The Nobel Peace Prize-winning activist for racial equality and LGBT2S+ rights died Sunday at the age of 90.

Tutu's wife Leah is being joined by the couple's four children, grandchildren and other family members.

"Mommy is maintaining ... She is being surrounded with love," daughter Nontombi Tutu told The Associated Press in front of the family home in the Milnerton area of Cape Town.

"In a time like this, there are times where we are laughing, sharing stories, and there are times where we are crying, as we come to terms with life without daddy," she said.

"He has not quite left us and yet he has left us. And so as a family we are supporting one another," she said. "We are loving one another, we are fighting one another, as families do. And we are feeling the love and support from people all over the country and all over the world."

The period when Tutu will lie in state at St.
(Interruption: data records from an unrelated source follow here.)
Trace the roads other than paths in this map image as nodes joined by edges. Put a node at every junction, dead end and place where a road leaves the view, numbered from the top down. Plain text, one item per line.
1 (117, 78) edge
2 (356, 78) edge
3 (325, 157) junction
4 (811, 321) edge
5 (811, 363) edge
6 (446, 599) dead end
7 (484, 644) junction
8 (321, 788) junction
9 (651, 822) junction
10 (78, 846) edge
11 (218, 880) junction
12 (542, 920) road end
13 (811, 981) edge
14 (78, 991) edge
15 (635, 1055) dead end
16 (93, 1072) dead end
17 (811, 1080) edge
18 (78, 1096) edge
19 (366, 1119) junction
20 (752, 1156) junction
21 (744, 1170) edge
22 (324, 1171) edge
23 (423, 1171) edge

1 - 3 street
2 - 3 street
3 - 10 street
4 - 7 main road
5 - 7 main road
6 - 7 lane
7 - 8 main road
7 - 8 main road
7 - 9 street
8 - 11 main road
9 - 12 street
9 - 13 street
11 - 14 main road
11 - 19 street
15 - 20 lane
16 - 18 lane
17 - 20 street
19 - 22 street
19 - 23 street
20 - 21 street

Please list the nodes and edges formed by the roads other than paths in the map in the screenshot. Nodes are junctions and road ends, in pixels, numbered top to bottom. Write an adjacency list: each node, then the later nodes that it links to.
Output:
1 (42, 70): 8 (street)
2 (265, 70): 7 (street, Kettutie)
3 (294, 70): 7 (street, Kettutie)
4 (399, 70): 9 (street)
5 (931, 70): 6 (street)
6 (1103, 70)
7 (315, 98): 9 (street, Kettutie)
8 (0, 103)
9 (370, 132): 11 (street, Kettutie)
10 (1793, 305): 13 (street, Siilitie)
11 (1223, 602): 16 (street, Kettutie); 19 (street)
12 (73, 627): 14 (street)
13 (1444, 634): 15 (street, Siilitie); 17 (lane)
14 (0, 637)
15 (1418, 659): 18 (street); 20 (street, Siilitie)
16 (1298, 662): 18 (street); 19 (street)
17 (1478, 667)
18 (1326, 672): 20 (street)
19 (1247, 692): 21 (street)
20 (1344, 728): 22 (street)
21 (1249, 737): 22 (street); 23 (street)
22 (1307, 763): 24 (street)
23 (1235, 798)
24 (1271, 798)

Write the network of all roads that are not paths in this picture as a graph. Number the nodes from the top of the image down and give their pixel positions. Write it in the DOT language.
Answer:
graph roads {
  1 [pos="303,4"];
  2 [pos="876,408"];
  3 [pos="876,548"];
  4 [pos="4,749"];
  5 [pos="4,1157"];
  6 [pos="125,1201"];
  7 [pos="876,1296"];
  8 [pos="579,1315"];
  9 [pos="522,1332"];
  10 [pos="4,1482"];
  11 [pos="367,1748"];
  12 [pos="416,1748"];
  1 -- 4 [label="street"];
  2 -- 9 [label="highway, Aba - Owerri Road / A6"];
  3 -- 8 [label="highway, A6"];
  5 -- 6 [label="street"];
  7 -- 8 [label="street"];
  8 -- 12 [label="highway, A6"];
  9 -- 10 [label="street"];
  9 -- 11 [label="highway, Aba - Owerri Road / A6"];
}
George's Anglican Cathedral in Cape Town has been extended to two days, Thursday and Friday, to allow all mourners to pay tribute by filing past his coffin, his trust announced Tuesday.

South African President Cyril Ramaphosa has announced that Tutu's requiem Mass Saturday will be a Special Official Funeral Category 1. His ashes will later be interred at the cathedral's mausoleum, according to Tutu's instructions.

"The archbishop was very clear on his wishes for his funeral. He wanted no ostentatiousness or lavish spending," the Tutu trust said in a statement. "He asked that the coffin be the cheapest available and that a bouquet of carnations from his family be the only flowers in the cathedral."

Tutu's supporters have left flowers at the Cape Town cathedral and also in front of Tutu's historic home in Soweto, Johannesburg. Prayers were said and candles lit at St. Mary's Anglican Cathedral in Johannesburg Tuesday evening.

An interfaith service will be held in the capital, Pretoria, on Wednesday and the City of Cape Town is also planning to hold a service in honor of Tutu.

Cape Town's landmark Table Mountain, the Cape Town Civic Center, and an arch at the cathedral are all being lit up each night this week in purple in honor of Tutu's purple bishop's robes.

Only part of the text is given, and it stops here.